[PROVIDED RECORDS Boundary: Start]

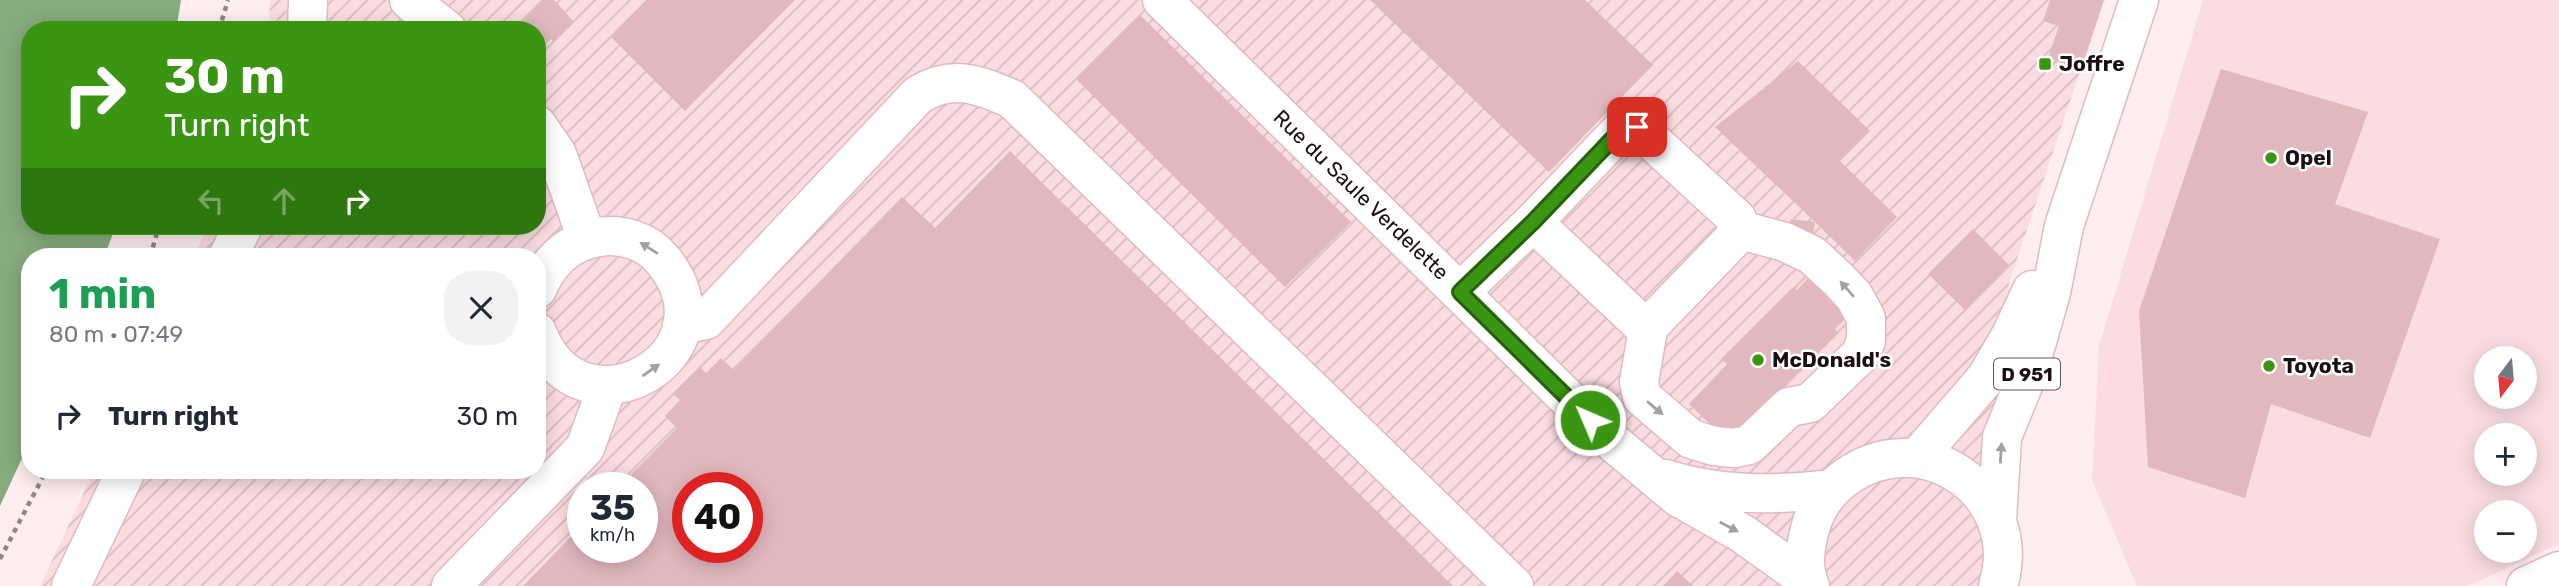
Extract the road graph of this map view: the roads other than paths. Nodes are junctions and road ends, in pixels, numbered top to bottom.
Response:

[PROVIDED RECORDS Boundary: End]
[PROVIDED RECORDS Boundary: Start]

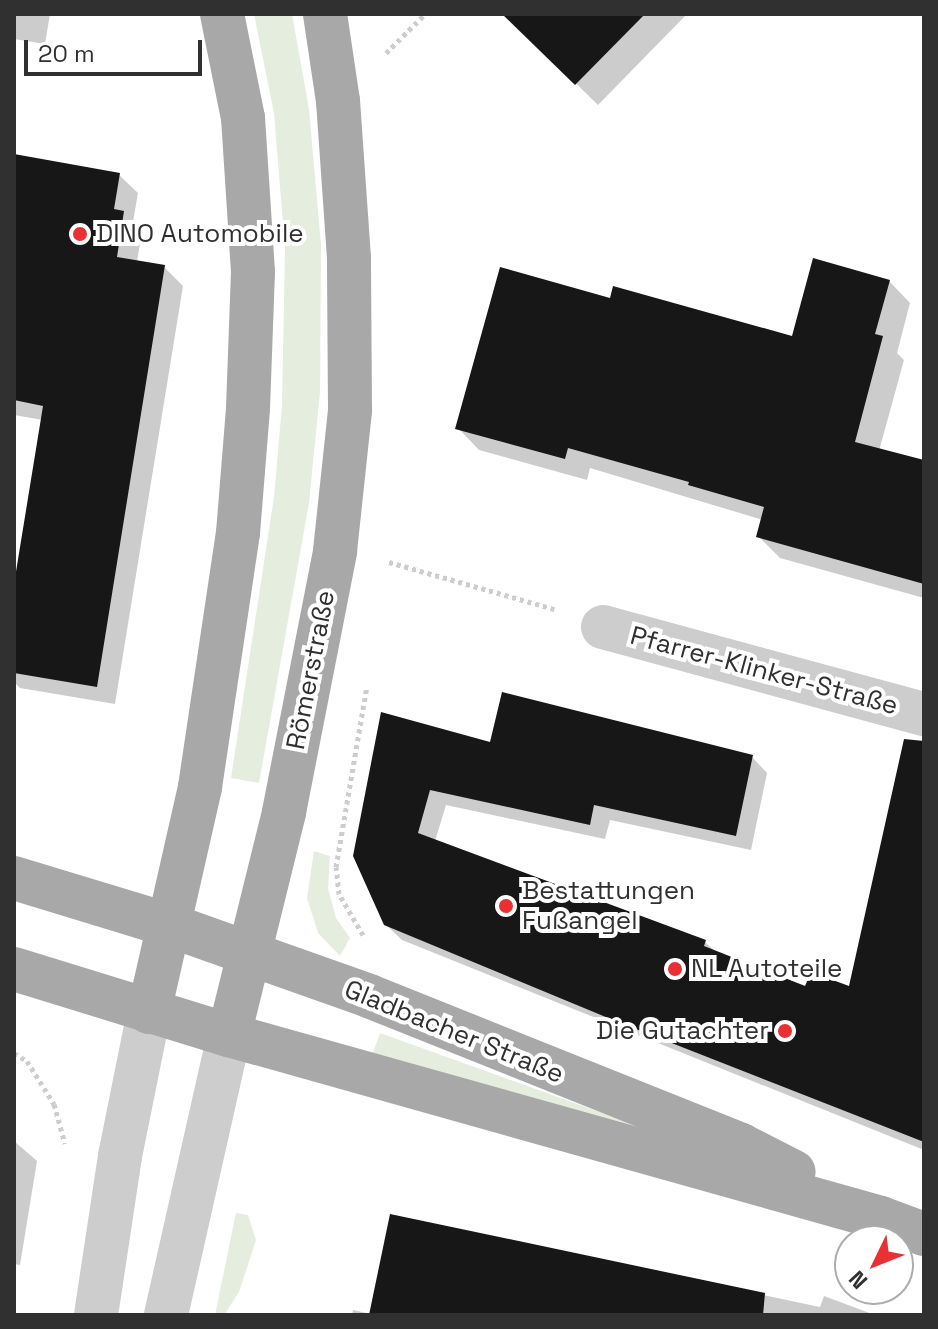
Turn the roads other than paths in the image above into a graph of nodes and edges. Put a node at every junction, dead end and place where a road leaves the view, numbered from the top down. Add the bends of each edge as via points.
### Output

[PROVIDED RECORDS Boundary: End]

REQUIRED WORK:
Within the records above, determine how many lines contain the word "than". Respond with that number and no other text.

TASK RESULT:
2